Increasingly stations are recognizing the “billboard value” of station vehicles in and about their markets.
            But these traveling billboards can actually impact negatively on your marketplace if their operators do not understand how important their ambassadorship is, or if you do not have a code of conduct for them to live by.
            How good is a mobile
billboard that just ‘cut off’ your best client?
            So here are a few things you may want to make certain are published in your current code of conduct. If you do not have a published code, write one and call a staff meeting to stress the importance of it.
1. Drive defensively. In fact, if you are driving a vehicle clearly representing your station, be overly courteous.
2. Keep it clean. Work out an agreement with a local car wash to ensure all of your vehicles, or any station-I.D’d staff vehicles, are kept clean inside and out at all times.
3. Parking manners. Do not park a station-identified vehicle in the “wrong place”. The wrong place includes seedy bars (even if it’s a client), handicapped spots, preferred customer locations or anywhere else that common sense tells you is not in keeping with a positive profile for your company.

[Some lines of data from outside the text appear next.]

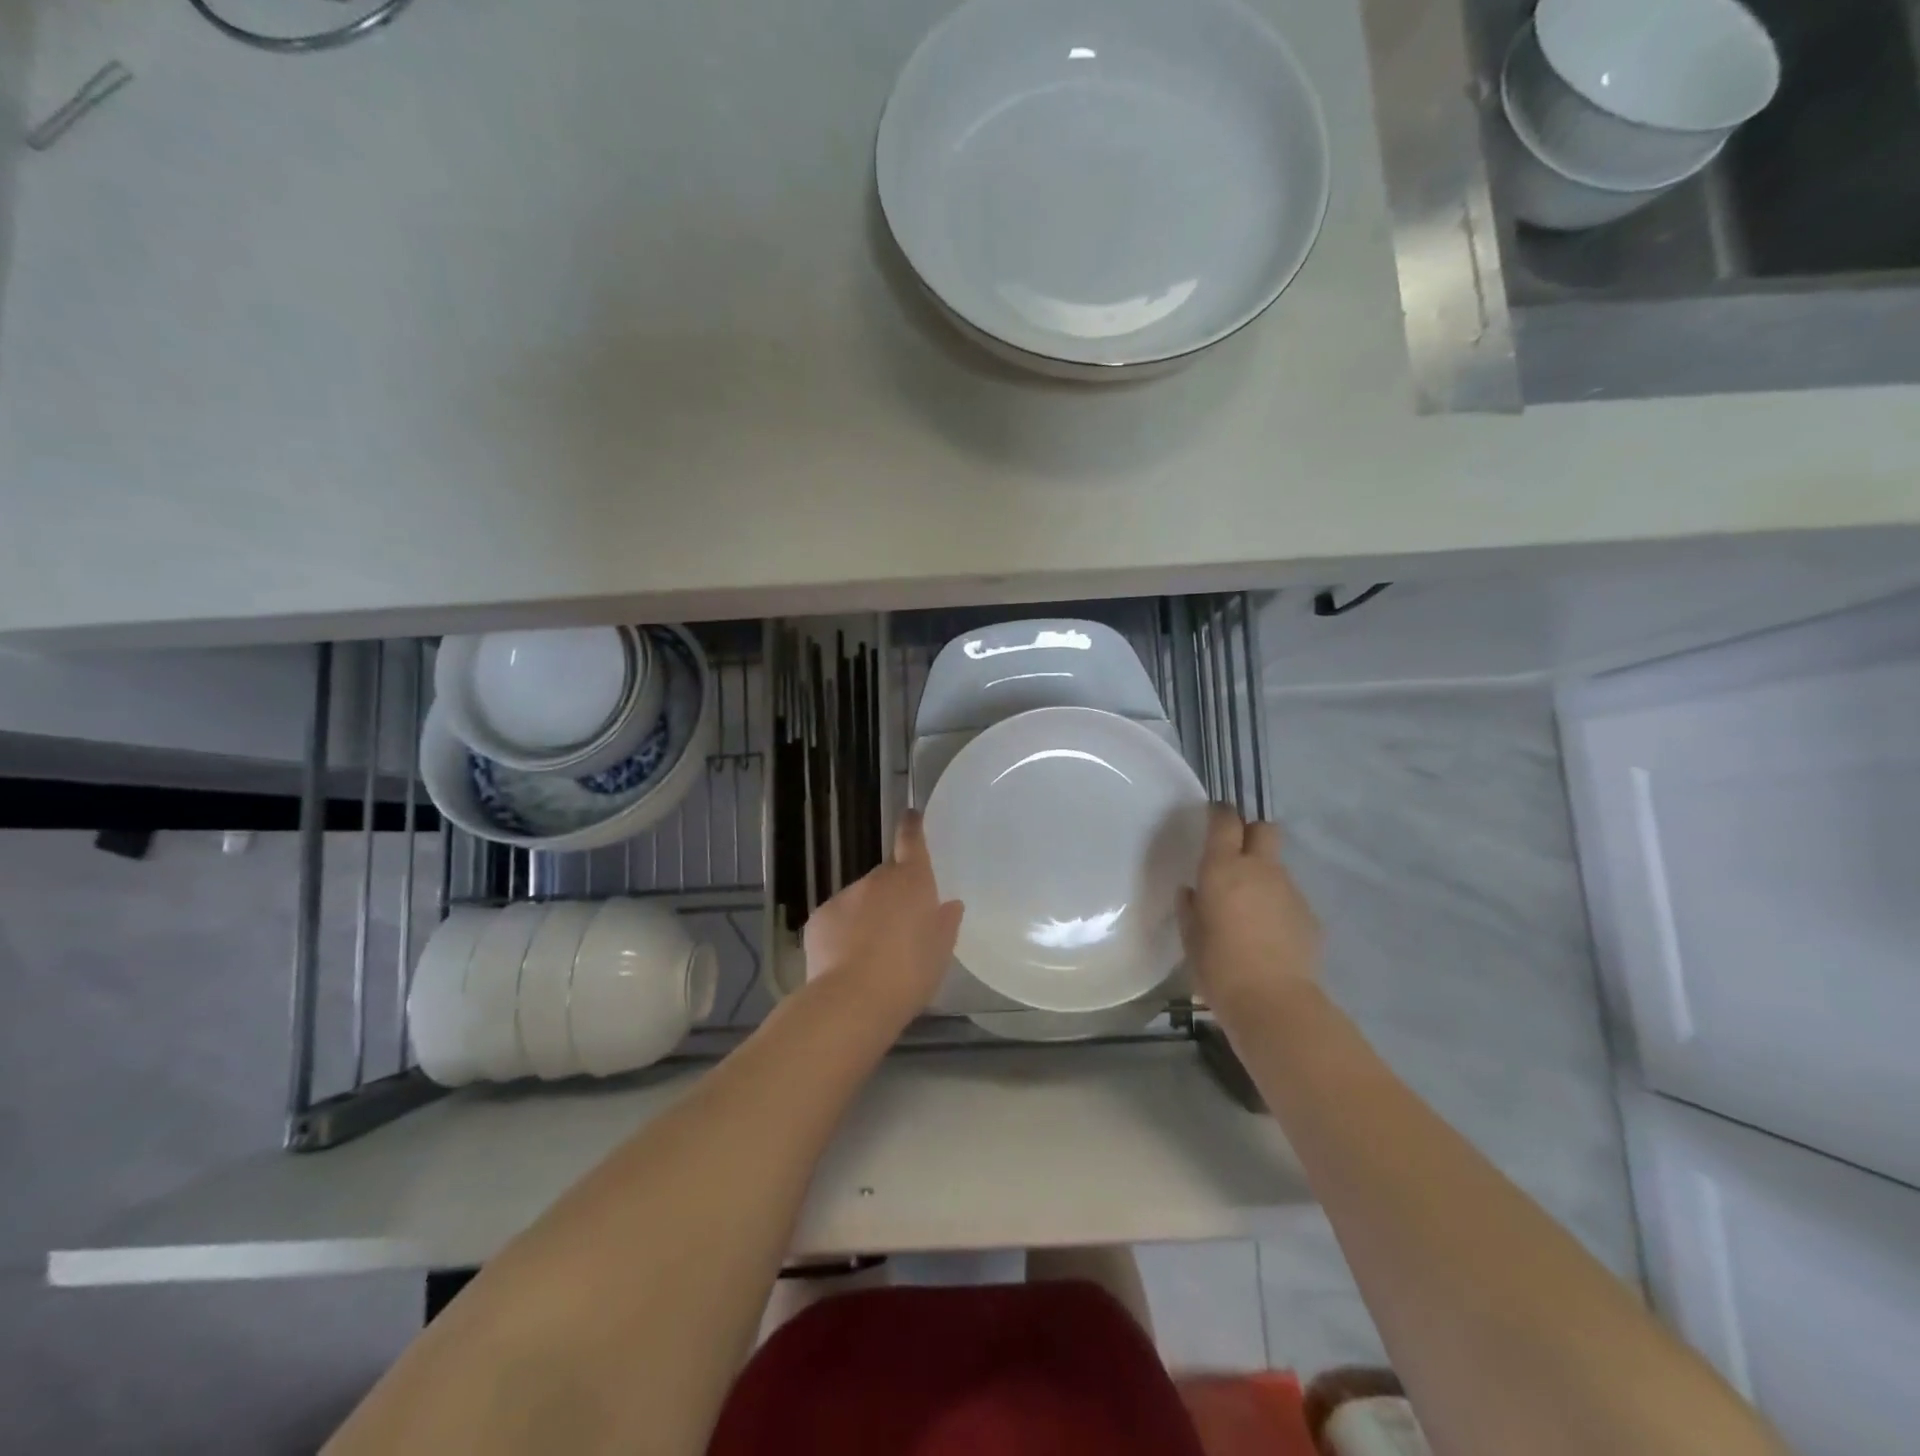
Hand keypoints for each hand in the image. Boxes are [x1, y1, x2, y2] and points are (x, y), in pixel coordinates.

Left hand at [802, 810, 964, 1025]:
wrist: (853, 1000)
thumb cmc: (909, 973)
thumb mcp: (941, 951)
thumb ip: (945, 922)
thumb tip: (949, 905)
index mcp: (912, 881)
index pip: (911, 841)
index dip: (912, 827)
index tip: (911, 816)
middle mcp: (876, 880)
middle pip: (887, 877)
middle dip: (893, 894)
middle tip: (901, 926)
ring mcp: (844, 896)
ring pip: (860, 899)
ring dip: (868, 915)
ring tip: (873, 952)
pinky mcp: (819, 918)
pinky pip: (837, 919)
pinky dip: (843, 932)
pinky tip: (847, 961)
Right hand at [1181, 804, 1321, 1016]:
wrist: (1274, 1002)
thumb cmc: (1219, 967)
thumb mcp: (1191, 937)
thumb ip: (1190, 908)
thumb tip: (1193, 892)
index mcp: (1223, 869)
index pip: (1225, 821)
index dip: (1219, 813)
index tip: (1212, 817)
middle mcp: (1260, 870)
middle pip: (1265, 829)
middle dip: (1251, 834)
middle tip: (1236, 855)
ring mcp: (1290, 890)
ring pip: (1277, 867)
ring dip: (1263, 876)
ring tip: (1249, 910)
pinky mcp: (1309, 914)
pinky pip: (1289, 897)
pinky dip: (1277, 906)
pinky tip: (1268, 935)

4. Expose your billboard. If it’s not on the road, maximize your exposure by making arrangements to park your vehicles in highly-visible locations. And make sure all station identifiers are clear and current.
5. Obey the laws of the road (and the parking lot) and the laws of courtesy.
6. Make certain clients, your advertisers, have first option to provide station vehicles and staff-owned station-identified vehicles.
7. Keep your vehicles in safe and proper mechanical condition.
8. Smile when you are behind the wheel.
9.  possible, carry some small audience rewards with you in the vehicle to hand out at appropriate occasions.
10. Always have a cell phone or other communications in the vehicles which allow you to communicate news stories or ask questions of your studios and office.
            I started this tip by suggesting it had nothing to do with sales or management, but maybe giving a station t-shirt to a boy scout you spot doing a good deed, or allowing a client to take a preferred parking spot will generate goodwill with both your audience and your sponsors.
            `Billboards are expensive. Traveling billboards can extend your reach and create the impression your station is covering the market like a blanket.
            I encourage you to develop and monitor a station vehicle code of conduct and operations manual if you do not already have one.  If you do have one, take time quarterly to remind your staff about it.